Blake shut his eyes and shook his head. ‘No.’ He opened his eyes again to find them both looking at him as if he’d just refused shelter to a pregnant woman on a donkey. ‘For God’s sake,’ he said. ‘I could live in a dive for all you know.’
Ava shrugged. ‘I don’t care.’
Blake snorted. ‘Right. A world-famous supermodel who insisted on four thousand quid apiece tap fittings is happy to slum it?’
She shrugged again, looking down her nose at him this time, her famed haughtiness returning. ‘I can slum it for a night.’
Blake’s gaze was drawn to her mouth and the way it clearly enunciated each word. Her lips, like the words, were just...perfect. Like two little pillows, soft and pink with a perfectly defined bow shape. But somehow even they managed to look haughty—cool and mysterious. As if they’d never been touched. Never been kissed.
Not properly, anyway.
Kissed in a way that would get that mouth all bent out of shape.

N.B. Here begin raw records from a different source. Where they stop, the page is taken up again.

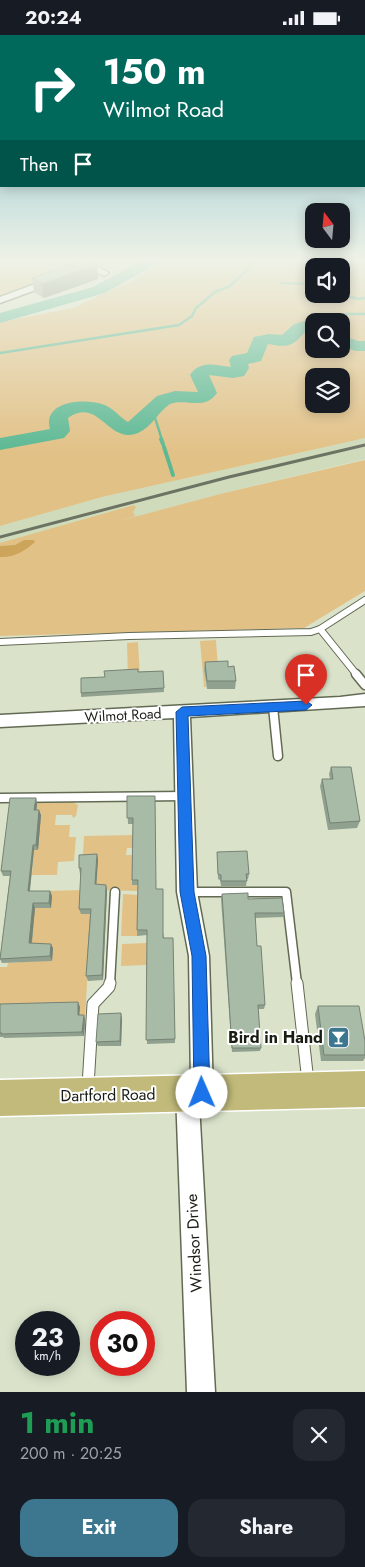 <!DOCTYPE html>
<meta charset="utf-8">
<style>
body{margin:0;font-family:Jost,sans-serif;background:#242831;color:#f1f3f6;height:100vh;display:flex;flex-direction:column;font-size:19px;white-space:nowrap}
*{box-sizing:border-box;margin:0}
p{font-size:16px;color:#9ea1a6}
.icon{flex:none;width:28px;height:28px;fill:none;stroke:currentColor;stroke-width:2;stroke-linecap:round;stroke-linejoin:round}
.map{position:relative;height:1357px;overflow:hidden}
.details{display:flex;flex-direction:column;background:#171b24;flex:1}
.details>*{flex:none}
.banner{position:absolute;left:0px;top:0px;width:365px;height:152px;box-shadow:0 2px 12px #0003;background:#00695c;color:#fff;overflow:hidden}
.needle{width:32px;rotate:344deg}
.controls{position:absolute;left:305px;top:168px;display:grid;gap:10px}
.controls a{display:grid;place-items:center;width:45px;height:45px;border-radius:10px;background:#171b24;box-shadow:0 2px 12px #0003;font-size:25px}
.speed{position:absolute;left:15px;top:1276px;display:flex;gap:10px;font-size:25px;font-weight:700;text-align:center}
.speed>*{display:grid;place-content:center;width:65px;height:65px;border-radius:50%;background:#171b24;box-shadow:0 2px 12px #0003;line-height:1}
.speed small{font-size:12px;font-weight:400}
.speed .limit{border:8px solid #d22;background:#fff;color:#111}
.pin{position:absolute;display:grid;place-items:center;width:42px;height:42px;color:#fff;margin:-51px -21px;border-radius:50% 50% 50% 0;rotate:-45deg;box-shadow:0 0 5px #0007}
.pin .icon{rotate:45deg}
.me{position:absolute;width:55px;margin:-28px;rotate:359deg;stroke-linejoin:round;filter:drop-shadow(0 0 4px #0008)}
.turn{display:flex;align-items:center;gap:18px;height:105px;padding:0 20px;font-size:22px}
.turn .icon{width:65px;height:65px;stroke-width:2.5}
.turn b{display:block;font-size:35px;line-height:42px}
.then{display:flex;align-items:center;height:48px;padding:0 20px;background:#0003;gap:10px;font-size:19px}
.round{display:grid;place-items:center;flex:none;width:52px;height:52px;border-radius:15px;background:#242831}
.summary{display:flex;align-items:center;justify-content:space-between;height:85px;padding:0 20px}
h1{font-size:30px;font-weight:700;line-height:38px;color:#1e9e55}
.cta{display:flex;gap:10px;margin-top:auto;padding:10px 20px}
.cta a{flex:1;height:58px;border-radius:15px;background:#3c778f;color:#fff;font-size:20px;font-weight:700;line-height:58px;text-align:center}
.cta a+a{background:#242831;color:#f1f3f6}
.status{display:flex;justify-content:space-between;align-items:center;height:35px;padding:0 25px;background:#171b24;direction:ltr}
.status svg{height:14px;fill:currentColor}
.map>svg:first-child{display:block}
.built{fill:#cfdbbb}
.green{fill:#e2c187;fill-rule:evenodd}
.forest{fill:#cda55a}
.lines{fill:none;stroke-linecap:round;stroke-linejoin:round}
.stream-far1{stroke:#5cb893;stroke-width:2.5}
.stream{stroke:#5cb893;stroke-width:4}
.river{fill:#5cb893;fill-rule:evenodd}
.service-far2-casing{stroke:#626a54;stroke-width:8}
.service-far1-casing{stroke:#626a54;stroke-width:11}
.service-casing{stroke:#626a54;stroke-width:13}
.minor-casing{stroke:#626a54;stroke-width:3}
.primary-casing{stroke:#fff;stroke-width:3}
.service-far2{stroke:#fff;stroke-width:6}
.service-far1{stroke:#fff;stroke-width:8}
.service{stroke:#fff;stroke-width:11}
.minor{fill:#fff;fill-rule:evenodd}
.primary{fill:#c1ba7a;fill-rule:evenodd}
.rail{stroke:#6d7363;stroke-width:3}
.wall{fill:#90a190}
.shaded-wall{fill:#768375}
.building{fill:#a8bba7;stroke:#768375}
.route{fill:#1a73e8;stroke:#114b97}
.labels{text-anchor:middle;dominant-baseline:central;stroke-width:4;stroke-linejoin:round;paint-order:stroke}
.street-label{font-size:14px;fill:#1a1d14;stroke:#fff}
.near-poi-label{font-size:16px;font-weight:bold;fill:#1a1d14;stroke:#fff;text-anchor:end}
.near-street-label{font-size:16px;fill:#1a1d14;stroke:#fff}
</style>
<div class="status"><b>20:24</b><svg viewBox="0 0 49 12"><path d="M0 12V9h3v3zM5 12V6h3v6zM10 12V3h3v9zM15 12V0h3v12zM26 1h20v11H26zM47 4h2v5h-2z"/></svg></div>
<div class="map">
<svg width="365" height="1357" viewBox="0 0 365 1357">
<rect width="100%" height="100%" fill="#dae3ca"/>
<path class="built" d="M 365,403 L 365,424 L 220,459 L 0,520 L 0,491 L 102,462 Z"/>
<g class="green">
<path d="M 0,227 L 63,227 L 76,234 L 0,262 Z"/>
<path d="M 159,227 L 365,227 L 365,403 L 102,462 L 0,491 L 0,287 L 73,273 L 144,240 ZM 314,231 L 341,231 L 341,259 L 314,259 ZM 314,286 L 341,286 L 341,314 L 314,314 ZM 314,341 L 341,341 L 341,369 L 314,369 Z"/>
<path d="M 365,425 L 365,556 L 304,593 L 0,601 L 0,508 L 134,470 L 136,472 L 133,477 L 135,481 L 123,485 L 220,459 Z"/>
<path d="M 216,605 L 218,634 L 204,635 L 206,652 L 204,652 L 200,606 Z"/>
<path d="M 138,607 L 140,643 L 128,645 L 127,608 Z"/>
<path d="M 60,766 L 71,766 L 78,770 L 76,781 L 73,783 L 72,780 L 56,780 L 55,790 L 70,790 L 69,802 L 76,802 L 74,826 L 58,827 L 57,840 L 32,840 L 37,767 L 25,767 Z"/>
<path d="M 134,800 L 133,813 L 127,813 L 126,820 L 133,820 L 132,850 L 140,850 L 140,856 L 93,855 L 84,997 L 78,998 L 80,972 L 0,976 L 0,932 L 7,932 L 8,928 L 38,926 L 31,913 L 34,873 L 51,873 L 52,861 L 10,857 L 81,855 L 84,801 Z"/>
<path d="M 123,859 L 138,860 L 137,901 L 121,901 Z"/>
<path d="M 148,908 L 147,930 L 121,931 L 122,909 Z"/>
</g>
<path class="forest" d="M 24,505 L 34,505 L 35,507 C 25,516 13,523 0,522 L 0,511 L 15,510 Z"/>
<g class="lines">
<g class="stream-far1">
<path d="M 281,248 L 314,249"/>
<path d="M 336,259 L 359,264 L 365,263"/>
<path d="M 322,285 L 347,279 L 365,279"/>
<path d="M 0,318 L 179,290 L 192,281 L 196,273 L 215,257 L 230,251 L 255,227"/>
<path d="M 152,373 L 162,405"/>
</g>
<g class="stream">
<path d="M 161,404 L 163,409"/>
<path d="M 0,410 L 2,409"/>
<path d="M 164,412 L 173,440"/>
</g>
<g class="river">
<path d="M 139,227 L 158,227 L 155,230 L 105,258 L 0,288 L 0,278 L 93,252 Z"/>
<path d="M 308,285 L 319,286 L 314,286 L 314,295 C 301,295 300,307 289,310 C 283,312 274,310 268,309 L 261,326 L 248,329 L 249,333 L 244,341 L 233,343 L 209,340 L 217,358 C 205,376 186,363 170,369 C 158,377 152,392 138,398 C 108,410 99,361 68,383 L 70,396 L 64,403 L 0,415 L 0,403 L 50,394 C 42,366 84,363 102,369 C 113,372 119,382 128,387 L 157,361 L 175,356 L 198,357 L 190,340 C 200,325 215,330 231,332 L 229,325 L 232,321 L 247,318 L 254,302 L 269,299 L 282,300 L 294,289 Z"/>
<path d="M 341,300 L 358,306 L 365,306 L 365,316 L 356,316 L 341,311 Z"/>
</g>
<defs>
<g id="service-far2">
<path d="M 320,594 L 365,565"/>
<path d="M 0,607 L 129,601 L 311,597 L 320,594 L 357,640"/>
</g>
<g id="service-far1">
<path d="M 356,639 L 365,650"/>
<path d="M 273,672 L 278,721"/>
<path d="M 0,763 L 185,761"/>
<path d="M 189,857 L 286,857 L 297,949"/>
<path d="M 110,949 L 115,857"/>
</g>
<g id="service">
<path d="M 297,948 L 308,1047"/>
<path d="M 88,1051 L 93,969 L 109,952 L 110,948"/>
</g>
<g id="minor">
<path d="M 92,228 L 109,238 L 104,241 L 91,234 L 77,240 L 72,237 Z"/>
<path d="M 54,242 L 59,245 L 57,247 L 0,268 L 0,262 Z"/>
<path d="M 365,659 L 365,671 L 190,682 L 197,857 L 209,921 L 213,1058 L 210,1066 L 202,1069 L 199,1068 L 215,1357 L 187,1357 L 176,1058 L 179,1050 L 187,1047 L 191,1048 L 189,921 L 177,857 L 174,683 L 0,692 L 0,680 L 340,662 Z"/>
</g>
<path id="primary" d="M 365,1036 L 365,1072 L 0,1081 L 0,1045 Z"/>
</defs>
<use href="#service-far2" class="service-far2-casing"/>
<use href="#service-far1" class="service-far1-casing"/>
<use href="#service" class="service-casing"/>
<use href="#minor" class="minor-casing"/>
<use href="#primary" class="primary-casing"/>
<use href="#service-far2" class="service-far2"/>
<use href="#service-far1" class="service-far1"/>
<use href="#service" class="service"/>
<use href="#minor" class="minor"/>
<use href="#primary" class="primary"/>
<path class="rail" d="M 0,502 L 229,442 L 365,410"/>
</g>
<g class="wall">
<path d="M 97,230 L 98,244 L 44,263 L 34,257 L 32,243 Z"/>
<path d="M 205,627 L 228,632 L 236,646 L 235,654 L 207,654 L 204,635 Z"/>
<path d="M 163,636 L 164,657 L 81,662 L 81,658 L 105,642 L 138,637 Z"/>
<path d="M 331,732 L 360,786 L 357,793 L 328,795 L 320,751 L 322,744 L 330,744 L 329,739 Z"/>
<path d="M 127,761 L 156,854 L 164,903 L 173,903 L 175,1008 L 147,1009 L 147,900 L 137,901 L 138,850 L 132,850 L 132,845 L 133,789 L 128,789 Z"/>
<path d="M 36,763 L 37,769 L 36,775 L 41,780 L 38,815 L 34,815 L 30,856 L 50,856 L 52,861 L 51,873 L 35,873 L 32,908 L 53,913 L 52,926 L 2,928 L 0,924 L 10,841 L 3,841 L 1,836 Z"/>
<path d="M 217,817 L 249,839 L 248,844 L 247,844 L 246,851 L 221,851 L 220,845 L 218,844 Z"/>
<path d="M 97,819 L 98,825 L 96,849 L 106,850 L 107,856 L 103,945 L 88,946 L 86,941 L 90,879 L 81,879 L 79,874 L 81,839 L 80,839 L 79,833 Z"/>
<path d="M 222,859 L 248,864 L 284,878 L 283,882 L 255,883 L 257,911 L 265,970 L 264,974 L 258,974 L 261,1013 L 260,1016 L 232,1017 L 221,864 Z"/>
<path d="M 0,969 L 80,972 L 79,980 L 85,984 L 84,1001 L 4,1003 L 3,1002 L 0,1002 Z"/>
<path d="M 318,971 L 365,1006 L 365,1023 L 363,1026 L 321,1026 L 315,979 Z"/>
<path d="M 122,983 L 121,1011 L 98,1011 L 96,1007 Z"/>
</g>
<g class="shaded-wall">
<path d="M 97,230 L 98,244 L 44,263 L 42,249 Z"/>
<path d="M 36,763 L 37,769 L 36,780 L 34,775 Z"/>
<path d="M 39,775 L 41,780 L 38,815 L 36,810 Z"/>
<path d="M 33,810 L 34,815 L 29,861 L 28,856 Z"/>
<path d="M 97,819 L 98,825 L 96,855 L 95,849 Z"/>
<path d="M 106,850 L 107,856 L 103,945 L 102,940 Z"/>
<path d="M 50,856 L 52,861 L 51,873 L 49,868 Z"/>
<path d="M 33,868 L 35,873 L 31,913 L 29,908 Z"/>
<path d="M 51,909 L 53,913 L 52,926 L 50,921 Z"/>
<path d="M 78,967 L 80,972 L 79,984 L 78,980 Z"/>
<path d="M 121,978 L 122,983 L 121,1011 L 120,1006 Z"/>
<path d="M 84,980 L 85,984 L 84,1001 L 82,997 Z"/>
</g>
<g class="building">
<path d="M 76,227 L 91,227 L 97,230 L 42,249 L 32,243 Z"/>
<path d="M 228,626 L 228,632 L 234,631 L 236,646 L 207,646 L 205,627 Z"/>
<path d="M 138,634 L 138,637 L 163,636 L 164,653 L 81,658 L 81,643 L 105,642 L 104,636 Z"/>
<path d="M 331,732 L 351,732 L 360,786 L 330,788 L 322,744 L 333,744 Z"/>
<path d="M 127,761 L 155,761 L 156,854 L 163,854 L 163,903 L 173,903 L 175,1004 L 146,1005 L 147,895 L 137,895 L 138,845 L 132,845 L 133,783 L 127,783 Z"/>
<path d="M 10,763 L 36,763 L 34,775 L 39,775 L 36,810 L 33,810 L 28,856 L 50,856 L 49,868 L 33,868 L 29,908 L 51,909 L 50,921 L 0,924 L 11,836 L 1,836 Z"/>
<path d="M 247,816 L 249,839 L 246,839 L 247,846 L 221,846 L 221,840 L 218,839 L 217,817 Z"/>
<path d="M 97,819 L 95,849 L 106,850 L 102,940 L 86,941 L 91,874 L 79,874 L 81,833 L 79,833 L 79,820 Z"/>
<path d="M 248,858 L 248,864 L 282,863 L 284,878 L 255,878 L 257,911 L 261,911 L 265,970 L 258,970 L 261,1013 L 232,1013 L 222,859 Z"/>
<path d="M 78,967 L 78,980 L 84,980 L 82,997 L 1,999 L 2,998 L 0,998 L 0,969 Z"/>
<path d="M 318,971 L 359,971 L 365,1006 L 365,1020 L 324,1020 Z"/>
<path d="M 121,978 L 120,1006 L 96,1007 L 98,979 Z"/>
</g>
<linearGradient id="sky" x2="0" y2="1"><stop stop-color="#70b6c6"/><stop offset="0.54" stop-color="#eef2e7"/><stop offset="1" stop-color="#eef2e7" stop-opacity="0"/></linearGradient>
<rect width="365" height="417" fill="url(#sky)"/>
<path class="route" d="M 306,666 L 312,670 L 306,675 L 188,681 L 194,857 L 206,921 L 210,1058 L 208,1063 L 202,1066 L 197,1063 L 194,1058 L 192,921 L 180,857 L 176,677 L 182,672 Z"/>
<defs>
<symbol id="bar-square" viewBox="-11 -11 22 22"><rect x="-9" y="-9" width="18" height="18" rx="4" fill="#3c778f" stroke="#fff"/><path d="M-6-5H6L.8 .8V4.5H3.5V6h-7V4.5H-.8V.8Z" fill="#fff"/></symbol>
</defs>
<g fill-rule="evenodd">
<use href="#bar-square" x="326" y="990" width="25" height="25"/>
</g>
<g class="labels">
<g class="street-label">
<text transform="translate(123 680) rotate(-3)">Wilmot Road</text>
</g>
<g class="near-poi-label">
<text x="323" y="1002">Bird in Hand</text>
</g>
<g class="near-street-label">
<text transform="translate(108 1060) rotate(-1)">Dartford Road</text>
<text transform="translate(194 1208) rotate(-93)">Windsor Drive</text>
</g>
</g>
</svg>
<div class="controls">
<a><svg class="needle" viewBox="-14 -14 28 28"><path d="M0-13l5 13h-10z" fill="#e53935"/><path d="M0 13l5-13h-10z" fill="#9ea1a6"/></svg></a>
<a><svg class="icon" aria-label="sound" viewBox="0 0 24 24"><path d="M4 9h4l5-4v14l-5-4H4zM17 9q2 3 0 6"/></svg></a>
<a><svg class="icon" aria-label="search" viewBox="0 0 24 24"><circle cx="10" cy="10" r="6"/><path d="M15 15l6 6"/></svg></a>
<a><svg class="icon" aria-label="layers" viewBox="0 0 24 24"><path d="M12 4l9 5-9 5-9-5zM3 14l9 5 9-5"/></svg></a>
</div>
<div class="speed"><div>23<small>km/h</small></div><div class="limit">30</div></div>
<div class="pin" style="left:306px;top:670px;background:#d93025"><svg class="icon" aria-label="arrive" viewBox="0 0 24 24"><path d="M6 21V4h12l-3 4 3 4H6"/></svg></div>
<svg class="me" style="left:202px;top:1058px" viewBox="-20 -20 40 40"><circle r="19" fill="#fff"/><path d="M0-13L10 11 0 6-10 11z" fill="#1a73e8"/></svg>
<div class="banner">
<div class="turn"><svg class="icon" aria-label="right" viewBox="0 0 24 24"><path d="M7 20v-9h11M14 6l5 5-5 5"/></svg><div><b>150 m</b>Wilmot Road</div></div>
<div class="then">Then<svg class="icon" aria-label="arrive" viewBox="0 0 24 24"><path d="M6 21V4h12l-3 4 3 4H6"/></svg></div>
</div>
</div>
<section class="details">
<div class="summary"><div><h1>1 min</h1><p>200 m · 20:25</p></div><a class="round"><svg class="icon" aria-label="close" viewBox="0 0 24 24"><path d="M6 6l12 12M18 6L6 18"/></svg></a></div>
<div class="cta"><a>Exit</a><a>Share</a></div>
</section>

If she really wanted to slum it—he could bend her perfect mouth well and truly out of shape.
A flicker of heat fizzed in his blood but he doused it instantly. Women like Ava Kelly didn’t really want to slum it—no matter how much they thought they might. And he wasn’t here for that. He’d entered into a contract with Ava to do the renos on her home. Nothing more.
Certainly not open up his home—his sanctuary—to her. And he’d held up his end of the bargain.
Duty discharged.
‘I’m on holiday,’ he said, his voice firm.